Goal of the exercise
Show each line of the entries below in which the word "street" appears.
··· Supplied material
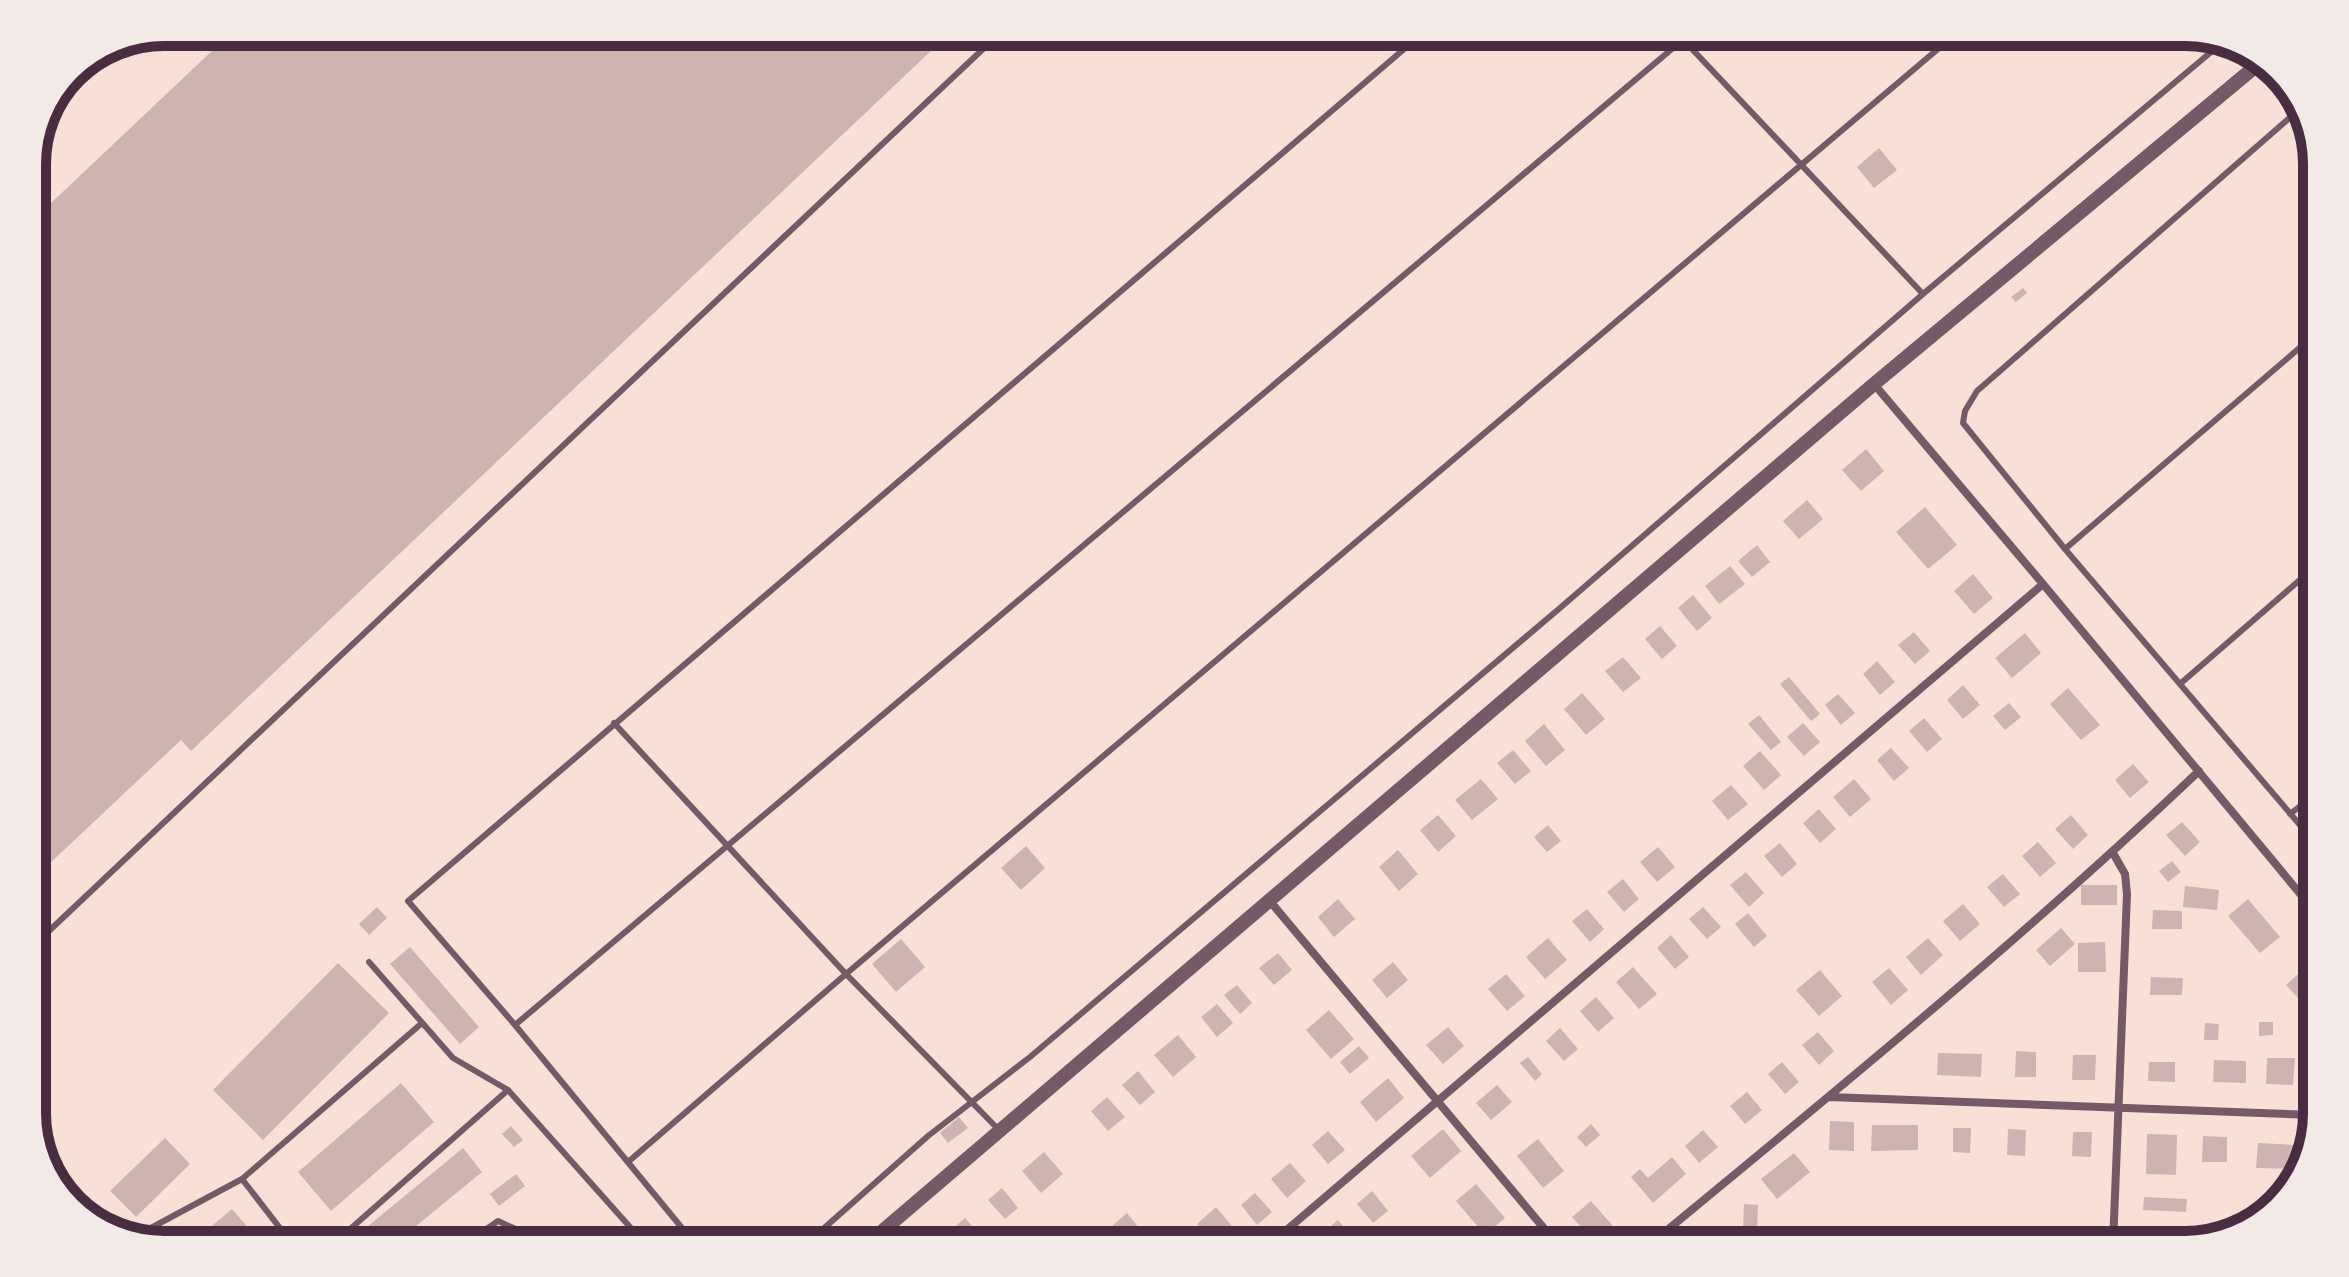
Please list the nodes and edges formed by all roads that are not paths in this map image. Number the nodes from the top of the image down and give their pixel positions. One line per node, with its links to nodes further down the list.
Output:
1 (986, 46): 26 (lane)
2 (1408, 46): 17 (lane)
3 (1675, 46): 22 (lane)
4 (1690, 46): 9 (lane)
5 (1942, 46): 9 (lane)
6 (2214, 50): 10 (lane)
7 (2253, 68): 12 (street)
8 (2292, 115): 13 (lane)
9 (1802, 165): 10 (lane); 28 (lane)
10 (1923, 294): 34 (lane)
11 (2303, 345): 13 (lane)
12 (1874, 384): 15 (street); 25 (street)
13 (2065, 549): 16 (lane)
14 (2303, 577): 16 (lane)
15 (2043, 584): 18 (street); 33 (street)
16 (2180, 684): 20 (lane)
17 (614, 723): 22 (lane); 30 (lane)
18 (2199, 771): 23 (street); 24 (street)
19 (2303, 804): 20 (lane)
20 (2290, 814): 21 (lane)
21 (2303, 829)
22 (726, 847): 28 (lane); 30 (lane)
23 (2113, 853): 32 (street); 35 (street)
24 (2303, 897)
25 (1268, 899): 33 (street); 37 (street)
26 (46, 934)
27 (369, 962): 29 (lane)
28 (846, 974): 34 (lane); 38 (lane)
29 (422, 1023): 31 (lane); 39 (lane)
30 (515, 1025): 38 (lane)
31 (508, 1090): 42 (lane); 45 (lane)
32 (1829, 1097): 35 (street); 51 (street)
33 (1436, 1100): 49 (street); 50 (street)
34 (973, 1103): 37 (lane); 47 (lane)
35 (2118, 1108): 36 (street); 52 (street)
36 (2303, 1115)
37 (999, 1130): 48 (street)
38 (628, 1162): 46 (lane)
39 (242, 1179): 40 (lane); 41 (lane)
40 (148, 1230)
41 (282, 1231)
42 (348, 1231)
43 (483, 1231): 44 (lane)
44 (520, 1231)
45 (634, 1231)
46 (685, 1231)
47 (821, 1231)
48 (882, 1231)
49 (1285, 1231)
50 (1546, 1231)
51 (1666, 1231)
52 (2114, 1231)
······
The answer
7 (2253, 68): 12 (street)
12 (1874, 384): 15 (street); 25 (street)
15 (2043, 584): 18 (street); 33 (street)
18 (2199, 771): 23 (street); 24 (street)
23 (2113, 853): 32 (street); 35 (street)
25 (1268, 899): 33 (street); 37 (street)
32 (1829, 1097): 35 (street); 51 (street)
33 (1436, 1100): 49 (street); 50 (street)
35 (2118, 1108): 36 (street); 52 (street)
37 (999, 1130): 48 (street)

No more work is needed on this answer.